Hojas de vida

     
Tomada de: http://literalmagazine.com/gonzalo-arango-padre-del-nadaismo-colombiano/


     Por alguna jugada del azar me bautizaron Gonzalo Arango, y no Don Miguel de Cervantes, en una folclórica sacristía antioqueña, nueve meses después del coito. 

    Aunque no soy el autor de Don Quijote, me considero un genio como Cervantes, pues los dos estuvimos en la cárcel, él por ladrón, y yo por no creer que el Sagrado Corazón de Jesús salvará a Colombia del comunismo. Pero no cambio un día de mi vida por el Quijote, pues Cervantes era manco y ya está muerto. En cambio toda mi gloria está por vivir, y toda mi mujer por acariciar...

      En un lejanísimo mes de noviembre, hace veinticinco años, un maestro de escuela nos pidió como despedida del curso, un recuerdo. 

     Consistía en que le escribiéramos en una hoja de cuaderno aquello que deseábamos llegar a ser en la vida. Me acuerdo perfectamente que escribí: "Deseo ser astrónomo". No sabría decir por qué, entre otras cosas porque ignoraba lo que era la astronomía. 

     Podría recordar trémulamente que este anhelo inconsciente se refería a algo muy hondo en mi infancia, relacionado con las estrellas. Pues yo viví en el campo hasta que, a los cinco años, cuando sospecharon que estaba a punto de tener uso de razón, me arrancaron de mis cielos bucólicos, donde me había  educado en la contemplación de los astros, para ser trasladado al pueblo a recibir el tenebroso bautizo que condena a un hombre a ser civilizado. 

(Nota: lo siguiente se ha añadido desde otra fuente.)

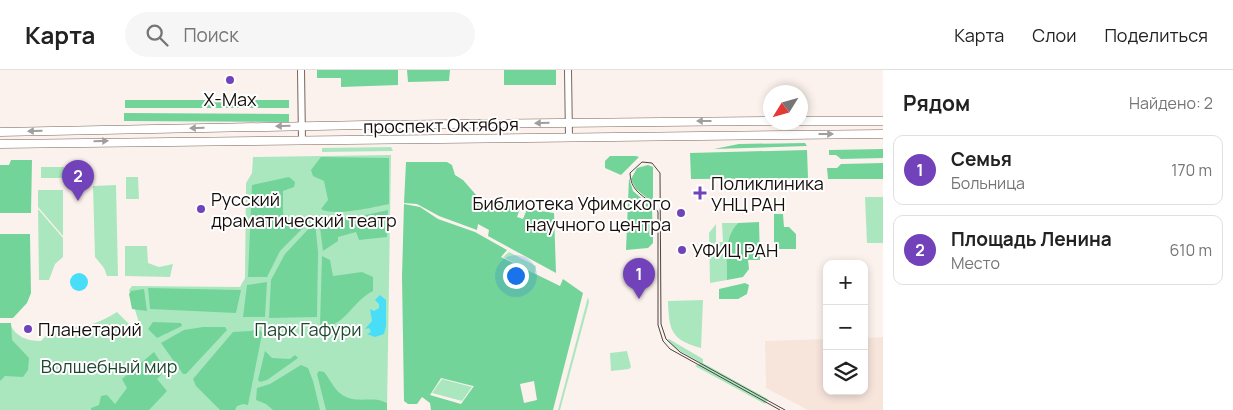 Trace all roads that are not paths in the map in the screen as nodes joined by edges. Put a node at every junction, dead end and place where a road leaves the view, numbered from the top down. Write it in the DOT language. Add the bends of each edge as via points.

     Por una especie de rebelión inocente de mi naturaleza cósmica, cometí la extraordinaria hazaña, casi genial, de ser reprobado cuatro años sucesivos, pues no hubo poder humano ni divino que me enseñara a leer y escribir. 

      Me parece que a la autodefensa de mi felicidad campesina que repudiaba los signos abstractos de la civilización urbana, se añadía el inquietante fenómeno de mi naturaleza erótica, de una precocidad también genial, consistente en que, durante esos cuatro años de aplazamiento, me enamoré perdidamente de mi maestra, una monjita de la caridad que me llevaba treinta años, pero cuya sonrisa donde lucía una estrellita de oro, me arrojó brutalmente en la pasión morbosa de Edipo. 

      Para liquidar estos amores idealistas y profanos, fui expulsado del kínder religioso y matriculado en la horrenda democracia viril de la escuela pública. Allí me enseñaron a pelos el alfabeto, lo que prueba que la violencia es un exelente método pedagógico. 

     Cuando supe escribir "Yo amo a mi mamá" y "Soy cristiano por la gracia de Dios", me declararon reo de uso de razón, y me hicieron arrodillar ante un confesor para que me arrepintiera de mi mala vida pasada. 

      Yo no tenía pecados, por supuesto, pero mi madre recordó que antes de irme a kínder le pedí a la monjita de recuerdo la dorada estrellita de su diente. Ése, por ejemplo, era un pecado terrible por el que mi alma se quemaría eternamente en las calderas del Diablo. 

        Entonces me arrepentí de mi amor sagrado, le cogí pánico  a las mujeres, quienes se convirtieron en una especie de Lucifer on capul, y entre la tentación y el remordimiento oscilé como un péndulo entre el homosexualismo y el infierno. 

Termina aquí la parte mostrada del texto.